* [Directions]:
Please write out all of the data below exactly, without including the pictures.

* [Data to examine]:
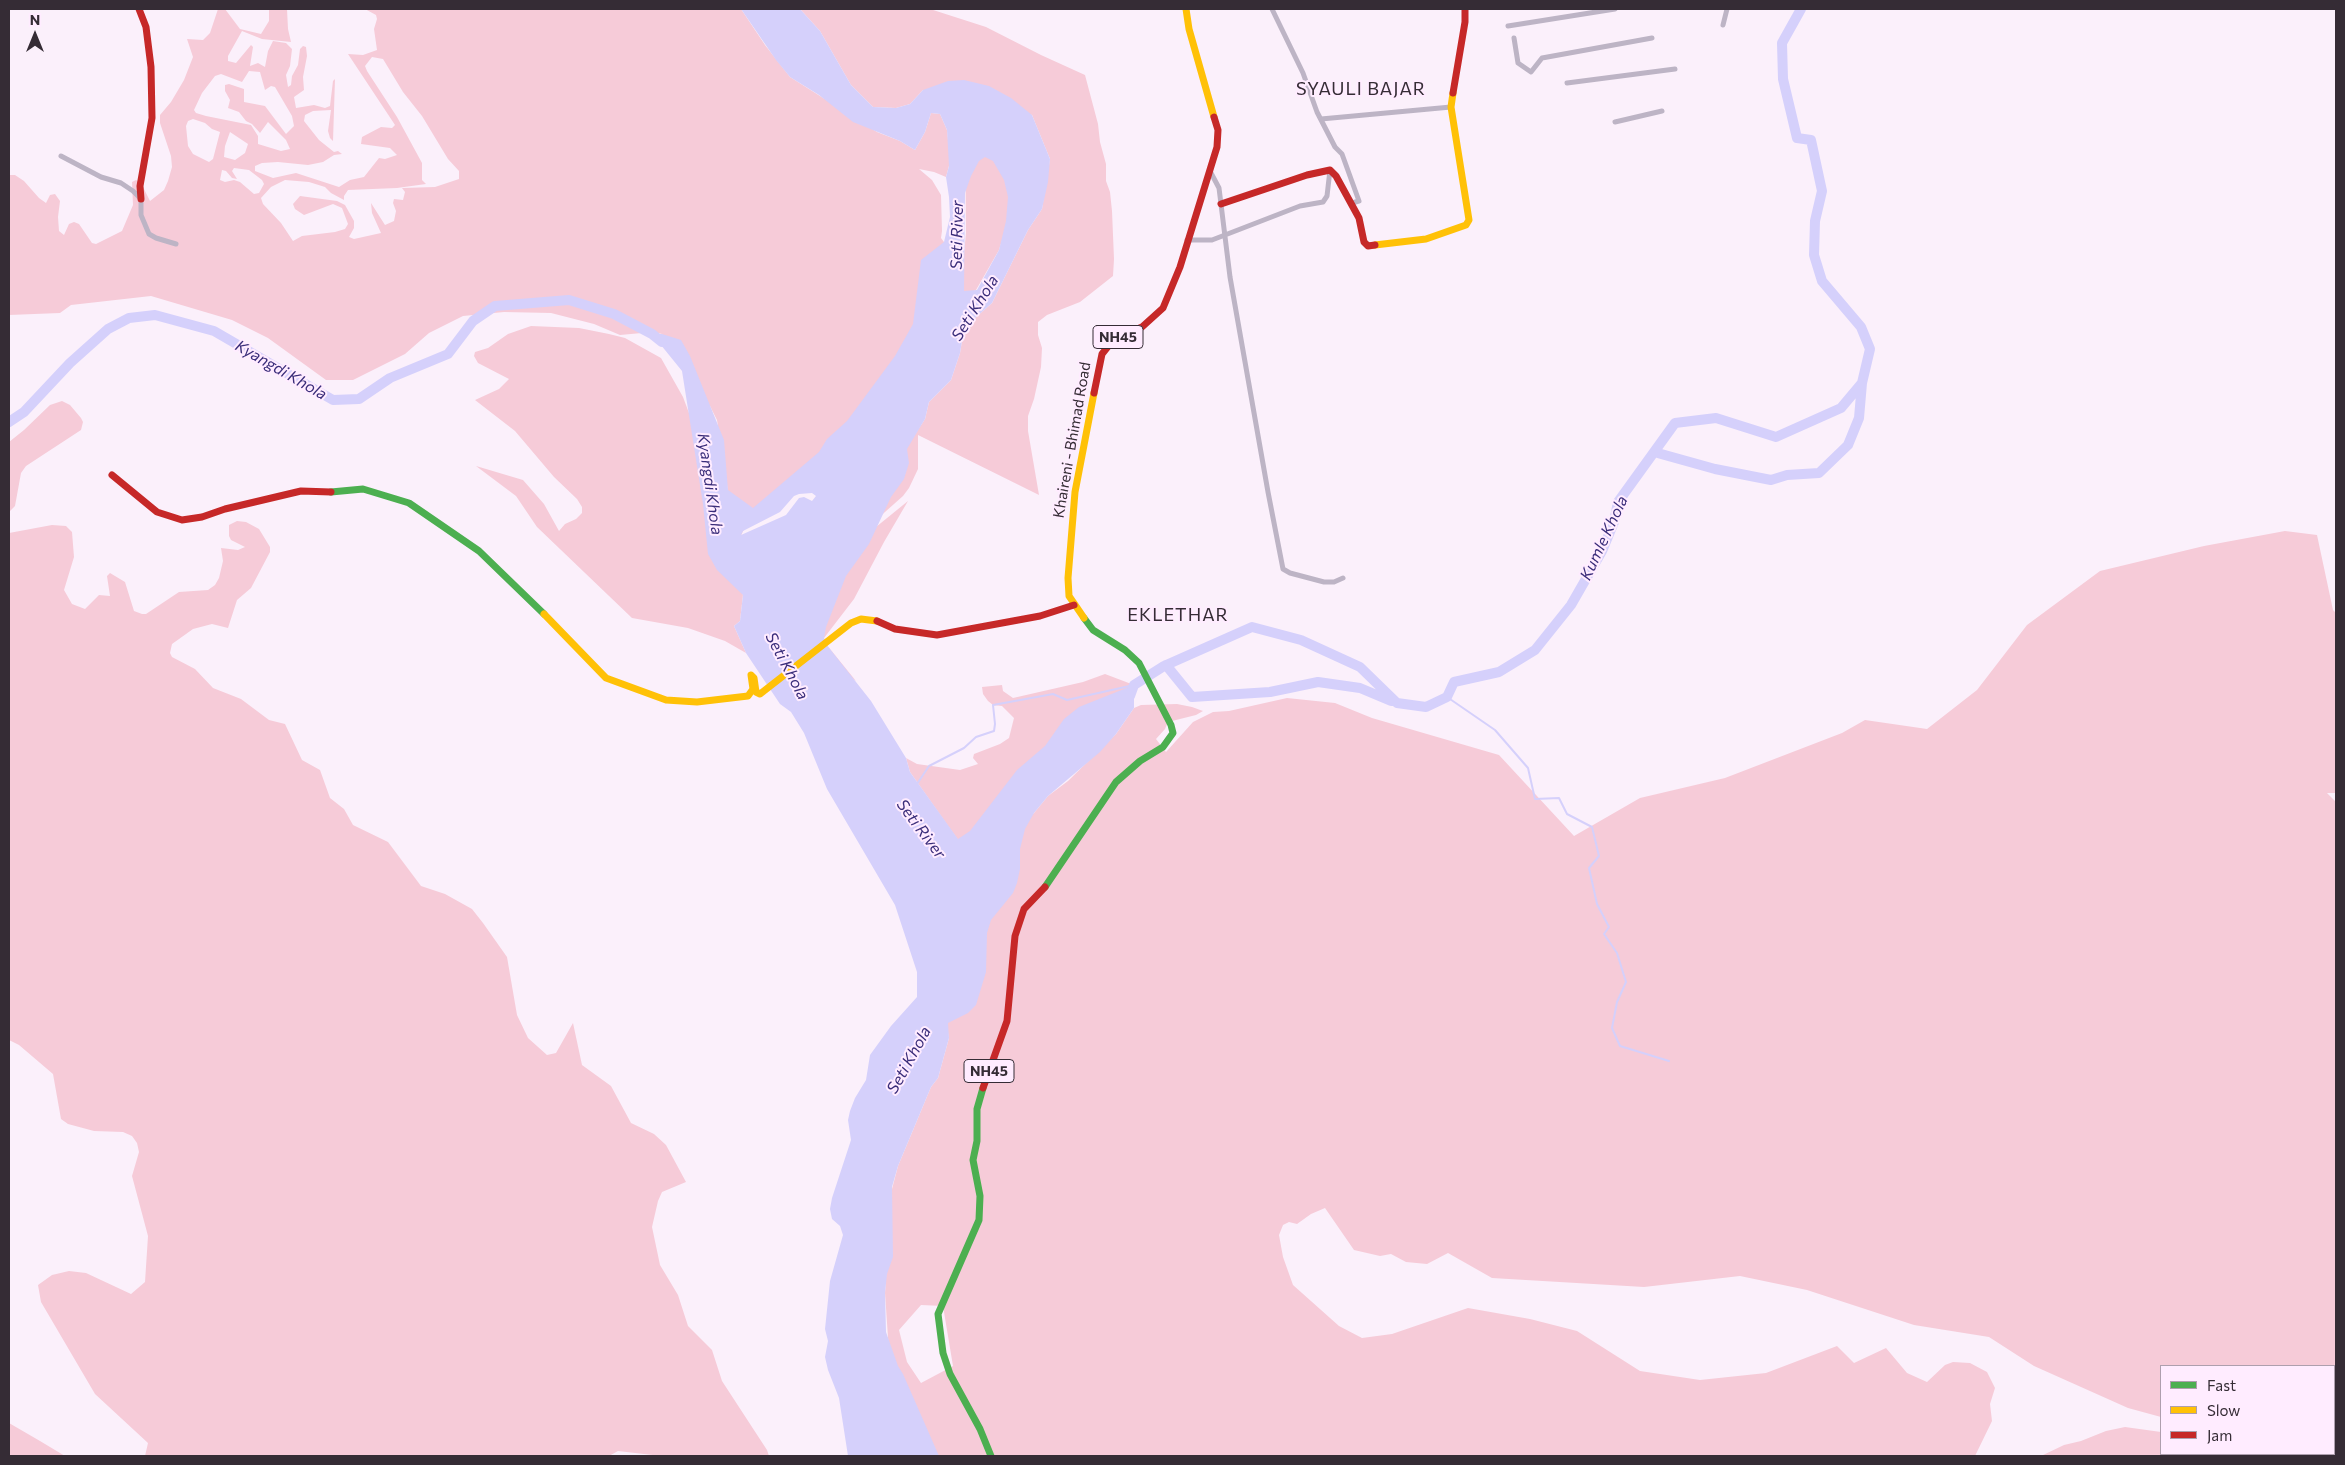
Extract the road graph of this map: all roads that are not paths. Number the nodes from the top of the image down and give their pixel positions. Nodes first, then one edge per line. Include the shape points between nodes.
1 (139, 9) edge
2 (1186, 9) edge
3 (1272, 9) edge
4 (1465, 9) edge
5 (1614, 9) edge
6 (1727, 9) edge
7 (1723, 25) dead end
8 (1508, 26) dead end
9 (1514, 38) dead end
10 (1652, 38) dead end
11 (1675, 69) dead end
12 (1567, 83) dead end
13 (1451, 107) junction
14 (1662, 111) dead end
15 (1321, 119) junction
16 (1615, 122) dead end
17 (60, 156) dead end
18 (1210, 170) junction
19 (1330, 170) junction
20 (141, 199) junction
21 (1352, 203) junction
22 (1221, 204) junction
23 (1225, 236) junction
24 (1187, 240) junction
25 (176, 244) dead end
26 (112, 475) dead end
27 (1343, 578) dead end
28 (1074, 606) junction
29 (991, 1456) edge

1 - 20 street via 146,27 150,59 152,118 140,186
2 - 18 street, Khaireni - Bhimad Road / NH45 via 1218,130
3 - 15 street
4 - 13 street
5 - 8 street
6 - 7 street
9 - 10 street via 1518,63 1531,72 1542,58
11 - 12 street
13 - 15 street
13 - 21 street via 1457,155 1470,213 1466,226 1426,239 1368,246
14 - 16 street
15 - 21 street via 1335,148 1342,154 1359,201
17 - 20 street via 101,177 121,183
18 - 22 street via 1219,188
18 - 24 street, Khaireni - Bhimad Road / NH45
19 - 21 street
19 - 22 street via 1308,174
19 - 23 street via 1327,196 1323,202 1300,206
20 - 25 street via 148,234
22 - 23 street
23 - 24 street via 1212,240
23 - 27 street via 1283,569 1290,574 1324,582
24 - 28 street, Khaireni - Bhimad Road / NH45 via 1163,308 1142,327 1108,343 1102,354 1071,515 1068,584
26 - 28 street via 157,512 182,520 293,492 376,491 409,503 472,545 520,589 606,678 653,696 685,702 748,696 753,689 751,675 757,694 760,694 851,623 867,618 895,629 937,635 1040,616
28 - 29 street, Khaireni - Bhimad Road / NH45 via 1093,630 1139,663 1171,725 1172,736 1168,743 1116,782 1049,882 1024,909 1015,936 1007,1021 977,1109 977,1141 973,1160 979,1186 979,1220 938,1314 943,1352 950,1374

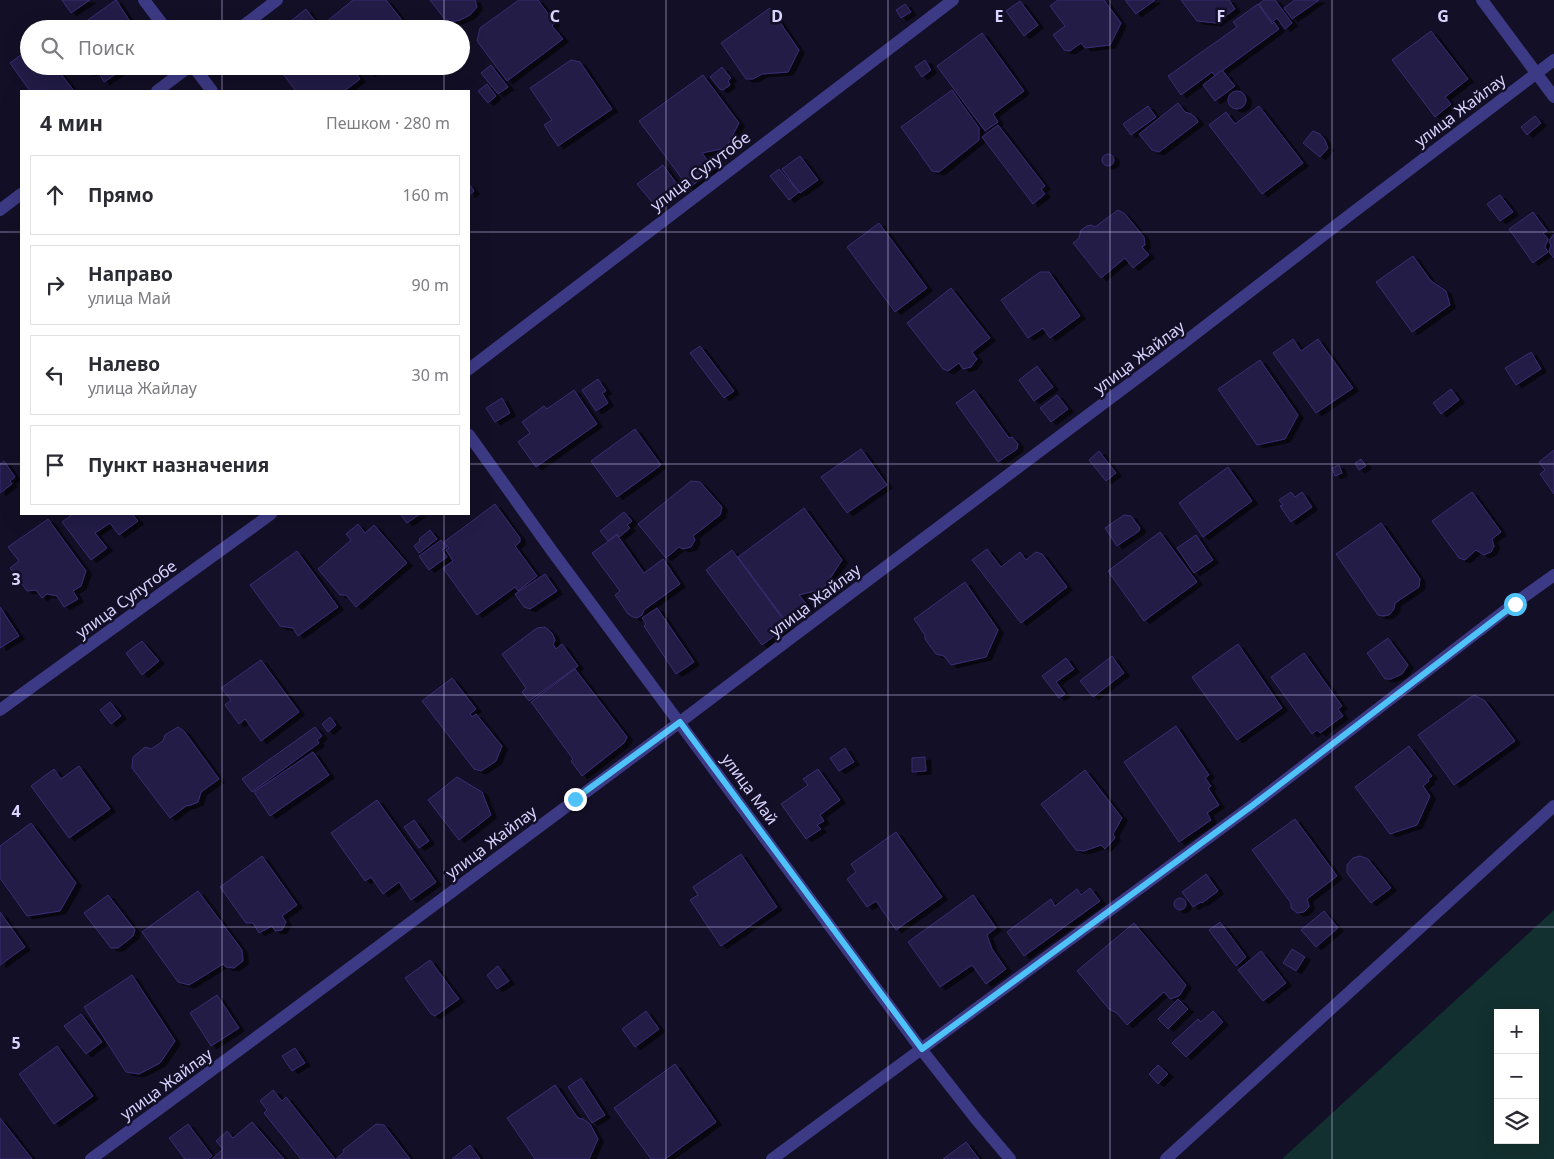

* [Exercise solution]:
Extract the road graph of this map: all roads that are not paths. Number the nodes from the top of the image down and give their pixel positions. Nodes first, then one edge per line. Include the shape points between nodes.
1 (139, 9) edge
2 (1186, 9) edge
3 (1272, 9) edge
4 (1465, 9) edge
5 (1614, 9) edge
6 (1727, 9) edge
7 (1723, 25) dead end
8 (1508, 26) dead end
9 (1514, 38) dead end
10 (1652, 38) dead end
11 (1675, 69) dead end
12 (1567, 83) dead end
13 (1451, 107) junction
14 (1662, 111) dead end
15 (1321, 119) junction
16 (1615, 122) dead end
17 (60, 156) dead end
18 (1210, 170) junction
19 (1330, 170) junction
20 (141, 199) junction
21 (1352, 203) junction
22 (1221, 204) junction
23 (1225, 236) junction
24 (1187, 240) junction
25 (176, 244) dead end
26 (112, 475) dead end
27 (1343, 578) dead end
28 (1074, 606) junction
29 (991, 1456) edge

1 - 20 street via 146,27 150,59 152,118 140,186
2 - 18 street, Khaireni - Bhimad Road / NH45 via 1218,130
3 - 15 street
4 - 13 street
5 - 8 street
6 - 7 street
9 - 10 street via 1518,63 1531,72 1542,58
11 - 12 street
13 - 15 street
13 - 21 street via 1457,155 1470,213 1466,226 1426,239 1368,246
14 - 16 street
15 - 21 street via 1335,148 1342,154 1359,201
17 - 20 street via 101,177 121,183
18 - 22 street via 1219,188
18 - 24 street, Khaireni - Bhimad Road / NH45
19 - 21 street
19 - 22 street via 1308,174
19 - 23 street via 1327,196 1323,202 1300,206
20 - 25 street via 148,234
22 - 23 street
23 - 24 street via 1212,240
23 - 27 street via 1283,569 1290,574 1324,582
24 - 28 street, Khaireni - Bhimad Road / NH45 via 1163,308 1142,327 1108,343 1102,354 1071,515 1068,584
26 - 28 street via 157,512 182,520 293,492 376,491 409,503 472,545 520,589 606,678 653,696 685,702 748,696 753,689 751,675 757,694 760,694 851,623 867,618 895,629 937,635 1040,616
28 - 29 street, Khaireni - Bhimad Road / NH45 via 1093,630 1139,663 1171,725 1172,736 1168,743 1116,782 1049,882 1024,909 1015,936 1007,1021 977,1109 977,1141 973,1160 979,1186 979,1220 938,1314 943,1352 950,1374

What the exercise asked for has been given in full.